A segunda (passiva), também chamada de ortotanásia, praticada exclusivamente pelo médico, desde que cumpridos determinados requisitos, seria permitida. Configuraria uma causa de exclusão de ilicitude, passando a ser conforme ao direito.
A conduta descrita no texto proposto é a do médico que omite ou interrompe terapia em situação de morte iminente e inevitável de acordo com o conhecimento médico atual, de pessoa que perdeu completamente a consciência ou não chegou a adquiri-la (anencefalia).
Mas, para a legalidade do ato seriam necessários três requisitos: 1) atestado assinado por dois médicos (outros que não o que deva praticar a conduta) a respeito das condições objetivas, enquadráveis no conceito; 2) autorização da família (cônjuge, companheiro, filhos, pais, conforme for o caso); 3) autorização judicial a ser dada em três dias, após os quais, não vindo, fica autorizada a providência.
O conceito, último, que se tenta introduzir com razão, é o moderno a respeito da vida. Seu prolongamento, quando já não é um dado da realidade, mas puro artifício cientificamente obtido, não se justifica (cf.
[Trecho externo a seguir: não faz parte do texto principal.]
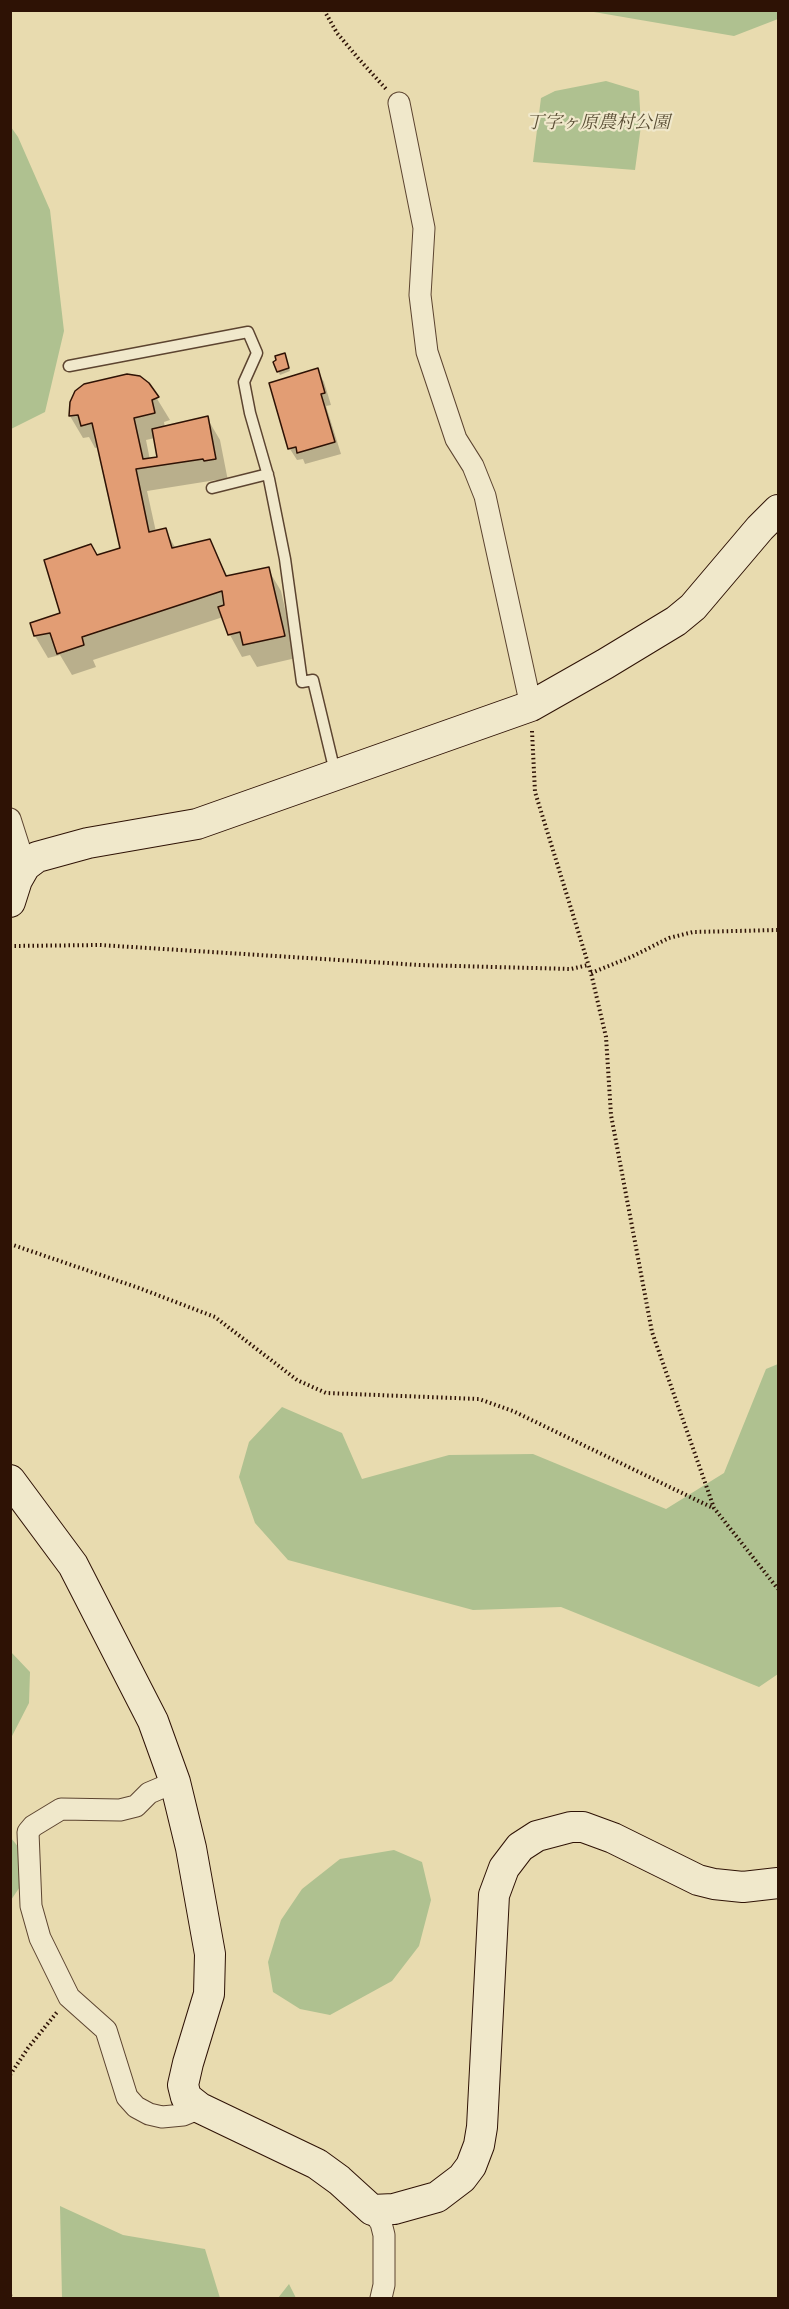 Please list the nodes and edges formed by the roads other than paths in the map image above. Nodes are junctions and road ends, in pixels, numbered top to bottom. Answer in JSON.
{"nodes":[{"id":1,"x":399,"y":103,"type":"road end"},
{"id":2,"x":69,"y":366,"type":"dead end"},
{"id":3,"x":268,"y":474,"type":"junction"},
{"id":4,"x":212,"y":488,"type":"dead end"},
{"id":5,"x":778,"y":510,"type":"edge"},
{"id":6,"x":531,"y":706,"type":"junction"},
{"id":7,"x":336,"y":775,"type":"junction"},
{"id":8,"x":10,"y":819,"type":"edge"},
{"id":9,"x":26,"y":866,"type":"junction"},
{"id":10,"x":10,"y":902,"type":"edge"},
{"id":11,"x":10,"y":1480,"type":"edge"},
{"id":12,"x":175,"y":1782,"type":"junction"},
{"id":13,"x":778,"y":1883,"type":"edge"},
{"id":14,"x":200,"y":2108,"type":"junction"},
{"id":15,"x":372,"y":2210,"type":"junction"},
{"id":16,"x":381,"y":2298,"type":"edge"}],
"edges":[{"from":1,"to":6,"type":"street"},
{"from":2,"to":3,"type":"lane"},
{"from":3,"to":4,"type":"lane"},
{"from":3,"to":7,"type":"lane"},
{"from":5,"to":6,"type":"street"},
{"from":6,"to":7,"type":"street"},
{"from":7,"to":9,"type":"street"},
{"from":8,"to":9,"type":"street"},
{"from":9,"to":10,"type":"street"},
{"from":11,"to":12,"type":"street"},
{"from":12,"to":14,"type":"street"},
{"from":12,"to":14,"type":"street"},
{"from":13,"to":15,"type":"street"},
{"from":14,"to":15,"type":"street"},
{"from":15,"to":16,"type":"street"}]}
Alberto Silva Franco, A eutanásia passiva no novo Código Penal, em Boletim IBCCrim nº 5, junho/93).
Tanto que a vida assim preservada será meramente vegetativa; não dará jamais à pessoa qualidade de vida compatível com a dignidade humana, suporte constitucional básico de todos os direitos. A sobrevida, nestas condições, como disse Bu¤uel, passa a ser uma tortura.